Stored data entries
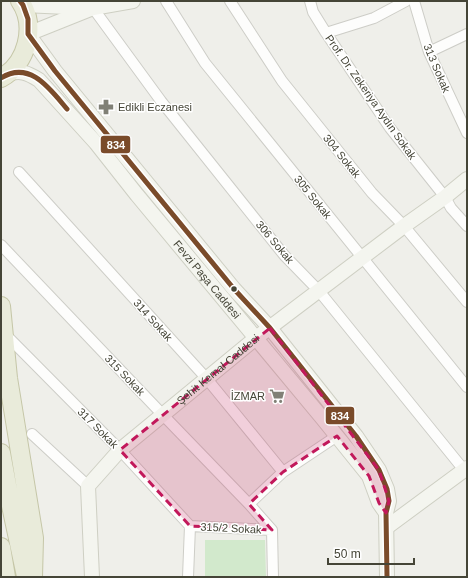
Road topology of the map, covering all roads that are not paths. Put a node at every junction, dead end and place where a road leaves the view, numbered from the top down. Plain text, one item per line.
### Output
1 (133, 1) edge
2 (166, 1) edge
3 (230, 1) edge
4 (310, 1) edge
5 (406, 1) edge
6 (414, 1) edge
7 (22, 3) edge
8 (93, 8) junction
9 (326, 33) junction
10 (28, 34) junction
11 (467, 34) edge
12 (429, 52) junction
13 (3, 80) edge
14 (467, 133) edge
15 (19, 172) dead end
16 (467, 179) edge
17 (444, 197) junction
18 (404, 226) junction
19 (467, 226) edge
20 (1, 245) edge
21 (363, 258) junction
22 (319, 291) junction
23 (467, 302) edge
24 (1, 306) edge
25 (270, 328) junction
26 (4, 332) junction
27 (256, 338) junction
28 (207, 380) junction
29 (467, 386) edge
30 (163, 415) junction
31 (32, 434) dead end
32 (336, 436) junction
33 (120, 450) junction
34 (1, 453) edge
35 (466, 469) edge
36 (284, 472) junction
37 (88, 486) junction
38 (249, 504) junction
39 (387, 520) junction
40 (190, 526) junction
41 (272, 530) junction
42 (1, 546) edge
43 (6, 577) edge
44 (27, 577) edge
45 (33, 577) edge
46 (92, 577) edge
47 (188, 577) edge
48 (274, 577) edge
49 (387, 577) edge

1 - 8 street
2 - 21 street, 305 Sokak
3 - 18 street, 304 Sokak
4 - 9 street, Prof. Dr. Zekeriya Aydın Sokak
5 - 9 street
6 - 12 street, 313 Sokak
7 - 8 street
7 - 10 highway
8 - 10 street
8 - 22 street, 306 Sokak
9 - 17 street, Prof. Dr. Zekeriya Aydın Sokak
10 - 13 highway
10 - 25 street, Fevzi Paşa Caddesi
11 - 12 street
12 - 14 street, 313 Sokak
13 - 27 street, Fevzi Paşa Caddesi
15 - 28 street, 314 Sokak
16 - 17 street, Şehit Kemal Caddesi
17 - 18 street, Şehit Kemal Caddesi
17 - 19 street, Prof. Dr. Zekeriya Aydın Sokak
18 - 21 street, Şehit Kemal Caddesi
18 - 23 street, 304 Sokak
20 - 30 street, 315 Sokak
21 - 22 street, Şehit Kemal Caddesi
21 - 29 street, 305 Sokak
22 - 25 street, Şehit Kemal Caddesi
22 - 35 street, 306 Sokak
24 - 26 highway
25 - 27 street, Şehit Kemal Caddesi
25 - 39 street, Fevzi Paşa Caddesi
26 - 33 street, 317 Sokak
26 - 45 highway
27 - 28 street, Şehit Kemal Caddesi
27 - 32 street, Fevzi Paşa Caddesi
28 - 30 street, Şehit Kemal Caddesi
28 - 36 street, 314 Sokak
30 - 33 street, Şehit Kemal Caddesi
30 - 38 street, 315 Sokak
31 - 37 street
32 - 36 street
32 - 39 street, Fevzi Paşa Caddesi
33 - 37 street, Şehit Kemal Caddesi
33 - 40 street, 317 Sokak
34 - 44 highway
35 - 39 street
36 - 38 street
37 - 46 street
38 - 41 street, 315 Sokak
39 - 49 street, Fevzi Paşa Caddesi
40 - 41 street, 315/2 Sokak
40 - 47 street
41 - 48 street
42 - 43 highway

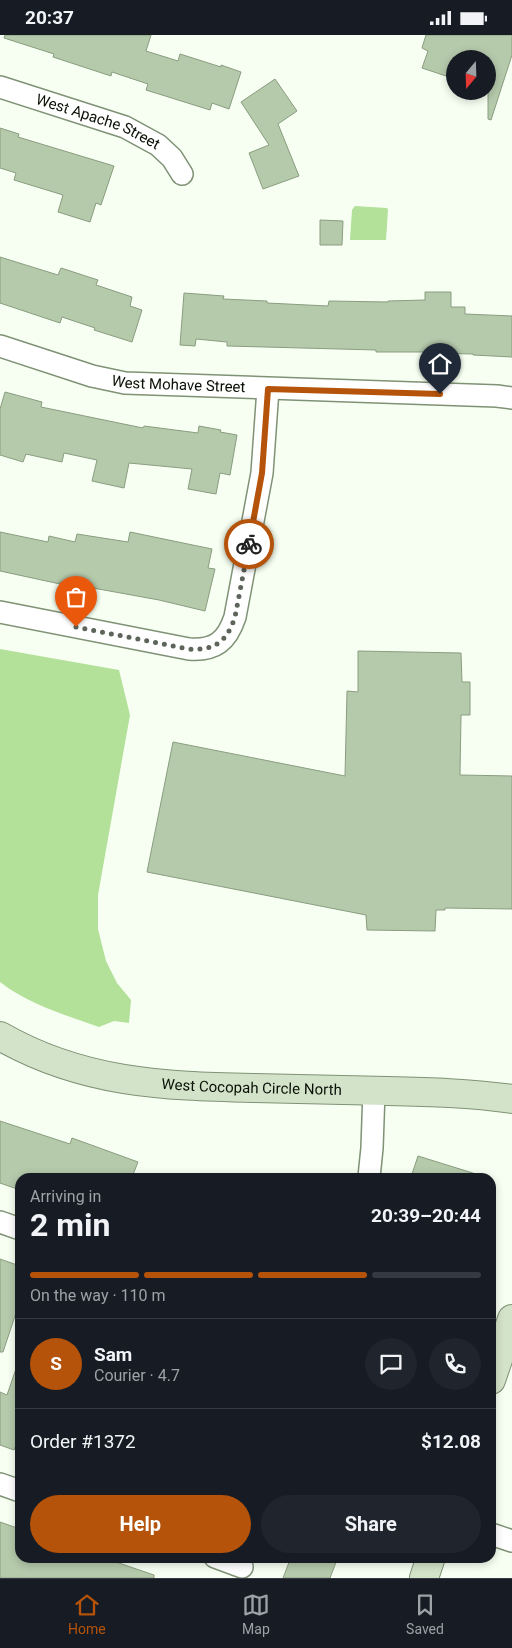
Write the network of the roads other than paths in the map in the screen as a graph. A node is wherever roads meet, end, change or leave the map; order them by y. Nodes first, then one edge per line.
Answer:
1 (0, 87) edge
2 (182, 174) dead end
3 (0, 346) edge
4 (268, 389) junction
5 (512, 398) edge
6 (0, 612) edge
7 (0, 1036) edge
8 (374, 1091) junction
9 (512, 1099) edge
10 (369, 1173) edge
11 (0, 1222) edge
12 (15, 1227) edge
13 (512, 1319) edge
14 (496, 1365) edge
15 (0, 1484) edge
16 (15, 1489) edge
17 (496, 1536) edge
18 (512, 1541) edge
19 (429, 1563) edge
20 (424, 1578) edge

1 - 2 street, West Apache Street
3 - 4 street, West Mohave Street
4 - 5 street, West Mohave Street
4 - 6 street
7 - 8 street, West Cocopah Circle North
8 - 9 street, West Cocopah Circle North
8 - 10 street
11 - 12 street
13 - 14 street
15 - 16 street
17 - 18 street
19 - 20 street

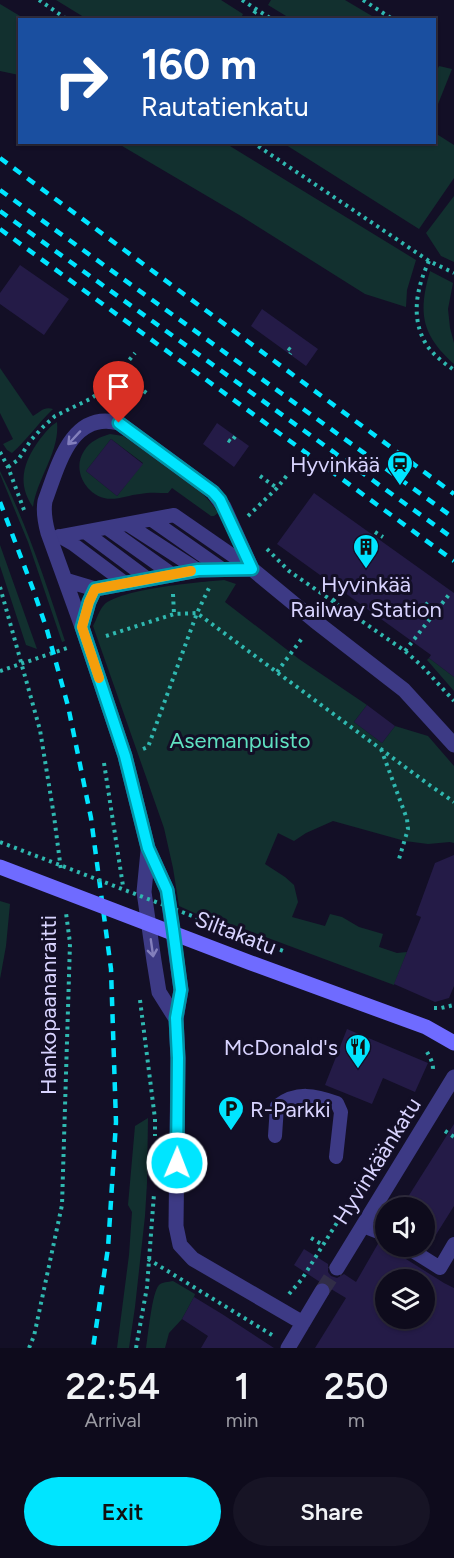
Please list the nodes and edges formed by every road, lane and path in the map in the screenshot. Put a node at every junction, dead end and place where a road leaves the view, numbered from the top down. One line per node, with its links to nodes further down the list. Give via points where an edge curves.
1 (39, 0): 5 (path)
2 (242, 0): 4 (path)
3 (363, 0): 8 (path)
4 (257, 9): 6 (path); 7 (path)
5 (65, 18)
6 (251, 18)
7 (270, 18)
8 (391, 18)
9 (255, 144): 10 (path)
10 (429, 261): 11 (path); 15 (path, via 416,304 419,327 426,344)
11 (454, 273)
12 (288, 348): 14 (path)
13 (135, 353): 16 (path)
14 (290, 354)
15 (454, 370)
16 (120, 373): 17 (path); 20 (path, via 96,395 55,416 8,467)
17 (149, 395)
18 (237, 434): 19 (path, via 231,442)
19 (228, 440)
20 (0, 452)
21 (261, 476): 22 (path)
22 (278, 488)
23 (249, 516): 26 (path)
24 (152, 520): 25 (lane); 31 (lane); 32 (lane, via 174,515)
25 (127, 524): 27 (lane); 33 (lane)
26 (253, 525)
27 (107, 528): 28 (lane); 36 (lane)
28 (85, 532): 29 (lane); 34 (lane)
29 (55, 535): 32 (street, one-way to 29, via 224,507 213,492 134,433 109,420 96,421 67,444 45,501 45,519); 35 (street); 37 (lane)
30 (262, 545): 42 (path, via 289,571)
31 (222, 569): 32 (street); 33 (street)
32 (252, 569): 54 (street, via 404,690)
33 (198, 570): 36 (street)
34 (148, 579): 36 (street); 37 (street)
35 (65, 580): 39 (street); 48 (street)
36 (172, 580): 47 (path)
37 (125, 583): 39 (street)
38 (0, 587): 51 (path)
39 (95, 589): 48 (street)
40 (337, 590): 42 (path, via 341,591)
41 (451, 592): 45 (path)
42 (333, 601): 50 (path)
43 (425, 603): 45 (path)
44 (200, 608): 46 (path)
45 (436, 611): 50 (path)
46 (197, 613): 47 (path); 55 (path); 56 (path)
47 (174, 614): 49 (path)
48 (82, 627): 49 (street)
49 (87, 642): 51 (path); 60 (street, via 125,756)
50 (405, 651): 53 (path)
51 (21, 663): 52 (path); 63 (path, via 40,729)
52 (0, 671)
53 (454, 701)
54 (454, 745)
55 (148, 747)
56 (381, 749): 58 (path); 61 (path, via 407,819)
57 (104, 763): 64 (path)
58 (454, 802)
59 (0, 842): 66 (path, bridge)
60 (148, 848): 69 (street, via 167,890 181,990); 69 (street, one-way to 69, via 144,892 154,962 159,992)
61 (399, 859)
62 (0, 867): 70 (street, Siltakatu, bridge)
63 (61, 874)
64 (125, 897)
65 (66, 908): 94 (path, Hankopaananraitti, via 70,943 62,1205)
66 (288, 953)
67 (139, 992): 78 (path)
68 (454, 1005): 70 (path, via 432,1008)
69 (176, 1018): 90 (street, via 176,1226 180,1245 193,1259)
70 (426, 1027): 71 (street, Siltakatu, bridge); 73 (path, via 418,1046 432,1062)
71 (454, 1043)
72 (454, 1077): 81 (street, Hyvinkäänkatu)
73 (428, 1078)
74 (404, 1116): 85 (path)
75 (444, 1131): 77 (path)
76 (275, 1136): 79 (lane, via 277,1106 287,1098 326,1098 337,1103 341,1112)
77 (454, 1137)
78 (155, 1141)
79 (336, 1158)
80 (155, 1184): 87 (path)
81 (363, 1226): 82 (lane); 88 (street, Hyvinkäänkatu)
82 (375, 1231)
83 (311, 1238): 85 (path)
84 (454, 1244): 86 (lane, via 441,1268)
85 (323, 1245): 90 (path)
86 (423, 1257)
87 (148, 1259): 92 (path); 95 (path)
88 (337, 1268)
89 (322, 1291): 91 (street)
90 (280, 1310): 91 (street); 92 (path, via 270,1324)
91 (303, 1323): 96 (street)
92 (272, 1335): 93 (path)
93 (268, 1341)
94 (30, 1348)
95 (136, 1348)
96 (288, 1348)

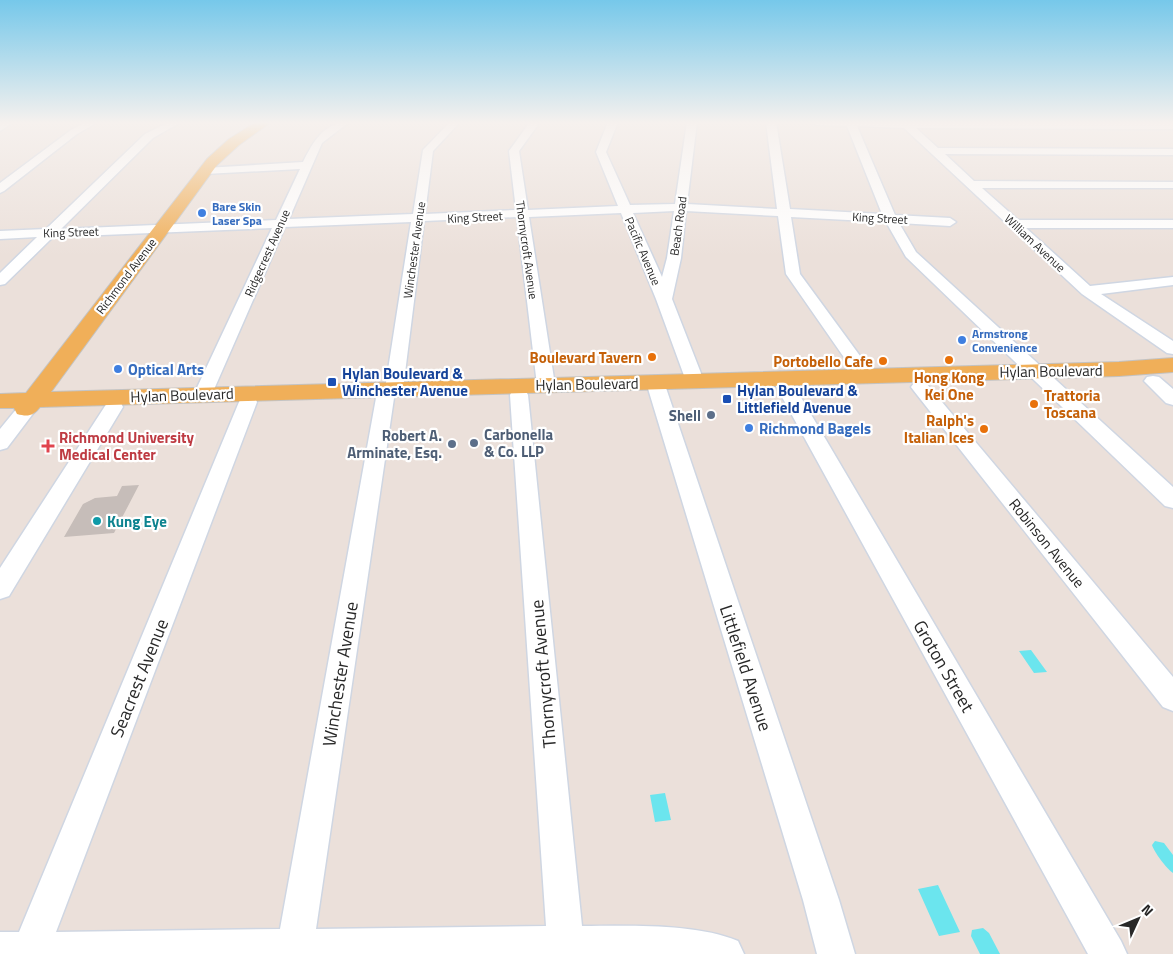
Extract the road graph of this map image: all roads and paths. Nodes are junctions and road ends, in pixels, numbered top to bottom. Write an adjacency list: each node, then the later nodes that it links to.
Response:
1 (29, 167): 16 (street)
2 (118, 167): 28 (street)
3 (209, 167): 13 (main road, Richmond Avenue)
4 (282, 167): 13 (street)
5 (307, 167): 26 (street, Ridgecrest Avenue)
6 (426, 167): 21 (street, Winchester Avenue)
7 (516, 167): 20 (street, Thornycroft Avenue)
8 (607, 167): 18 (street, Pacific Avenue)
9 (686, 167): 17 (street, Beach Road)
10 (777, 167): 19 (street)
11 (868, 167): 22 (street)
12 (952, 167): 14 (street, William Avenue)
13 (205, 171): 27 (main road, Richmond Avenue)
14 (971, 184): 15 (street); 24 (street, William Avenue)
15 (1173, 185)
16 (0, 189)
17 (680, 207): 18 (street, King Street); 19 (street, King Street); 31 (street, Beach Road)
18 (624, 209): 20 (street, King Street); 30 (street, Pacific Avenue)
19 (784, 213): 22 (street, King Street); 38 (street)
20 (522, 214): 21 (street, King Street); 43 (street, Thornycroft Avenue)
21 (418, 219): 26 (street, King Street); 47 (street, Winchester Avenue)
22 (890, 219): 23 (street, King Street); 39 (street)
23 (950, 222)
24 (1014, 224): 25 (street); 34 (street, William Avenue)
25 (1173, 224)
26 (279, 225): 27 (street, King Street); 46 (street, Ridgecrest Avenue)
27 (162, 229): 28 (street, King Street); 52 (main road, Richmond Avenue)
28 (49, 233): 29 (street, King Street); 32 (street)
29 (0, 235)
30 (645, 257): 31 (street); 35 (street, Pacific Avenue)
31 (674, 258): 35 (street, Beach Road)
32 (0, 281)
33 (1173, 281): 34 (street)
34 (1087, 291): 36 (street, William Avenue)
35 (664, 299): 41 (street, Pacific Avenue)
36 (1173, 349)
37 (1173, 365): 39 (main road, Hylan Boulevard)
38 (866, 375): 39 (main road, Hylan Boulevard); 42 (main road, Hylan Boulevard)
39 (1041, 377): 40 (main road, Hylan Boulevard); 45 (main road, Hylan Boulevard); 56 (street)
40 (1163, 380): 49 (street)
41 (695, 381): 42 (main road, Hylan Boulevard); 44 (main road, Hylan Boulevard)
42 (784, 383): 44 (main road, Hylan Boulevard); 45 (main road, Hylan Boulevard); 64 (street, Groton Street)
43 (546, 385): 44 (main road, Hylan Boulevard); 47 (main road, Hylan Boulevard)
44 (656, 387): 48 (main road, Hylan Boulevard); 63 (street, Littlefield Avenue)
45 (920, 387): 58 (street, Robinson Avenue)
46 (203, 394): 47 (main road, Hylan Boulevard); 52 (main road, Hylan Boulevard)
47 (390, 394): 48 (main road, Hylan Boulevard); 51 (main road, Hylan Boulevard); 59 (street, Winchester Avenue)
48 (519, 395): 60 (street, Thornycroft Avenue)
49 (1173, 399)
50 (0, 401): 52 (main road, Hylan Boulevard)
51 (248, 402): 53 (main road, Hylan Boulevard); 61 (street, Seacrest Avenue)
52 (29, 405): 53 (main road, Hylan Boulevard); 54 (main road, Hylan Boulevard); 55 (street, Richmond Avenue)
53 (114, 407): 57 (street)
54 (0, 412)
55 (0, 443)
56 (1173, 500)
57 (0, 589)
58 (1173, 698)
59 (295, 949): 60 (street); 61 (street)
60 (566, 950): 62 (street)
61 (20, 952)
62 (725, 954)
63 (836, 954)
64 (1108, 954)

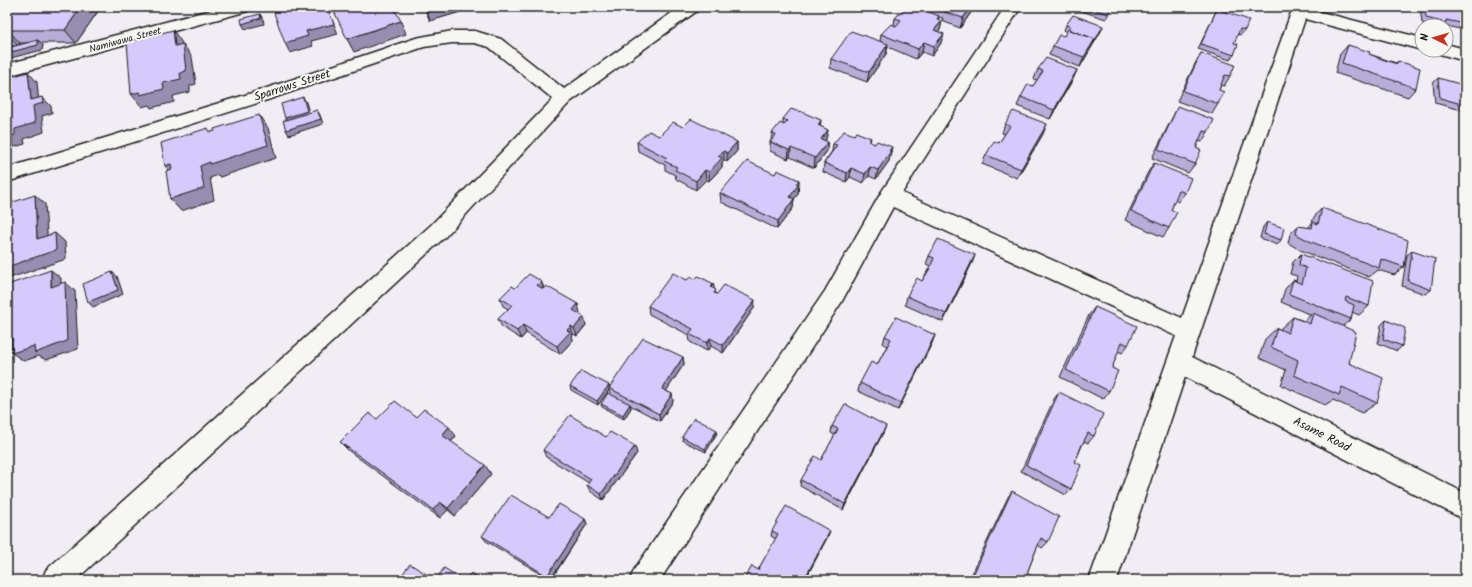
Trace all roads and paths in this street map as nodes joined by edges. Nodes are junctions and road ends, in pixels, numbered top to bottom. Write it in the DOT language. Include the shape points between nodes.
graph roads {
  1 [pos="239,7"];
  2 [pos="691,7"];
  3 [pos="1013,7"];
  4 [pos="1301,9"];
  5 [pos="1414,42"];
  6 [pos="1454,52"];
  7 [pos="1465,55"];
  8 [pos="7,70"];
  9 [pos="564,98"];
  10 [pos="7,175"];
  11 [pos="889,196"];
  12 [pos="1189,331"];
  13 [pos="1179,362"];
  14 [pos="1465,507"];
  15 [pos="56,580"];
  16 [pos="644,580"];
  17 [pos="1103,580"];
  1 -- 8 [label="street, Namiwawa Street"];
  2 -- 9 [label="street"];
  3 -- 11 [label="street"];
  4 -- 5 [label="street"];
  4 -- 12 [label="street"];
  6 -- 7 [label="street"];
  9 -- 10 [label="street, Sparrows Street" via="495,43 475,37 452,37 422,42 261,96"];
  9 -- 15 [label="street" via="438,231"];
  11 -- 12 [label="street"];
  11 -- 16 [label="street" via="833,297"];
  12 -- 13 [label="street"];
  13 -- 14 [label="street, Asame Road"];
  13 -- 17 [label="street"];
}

Work instruction |
What lines of the preceding data include the string "then"? Pull them out.

Completed exercise |
Write the network of the roads other than paths in the map in the screen as a graph. A node is wherever roads meet, end, change or leave the map; order them by y. Nodes first, then one edge per line.
Extract the road graph of this map image: all roads and paths. Nodes are junctions and road ends, in pixels, numbered top to bottom. Write an adjacency list: each node, then the later nodes that it links to.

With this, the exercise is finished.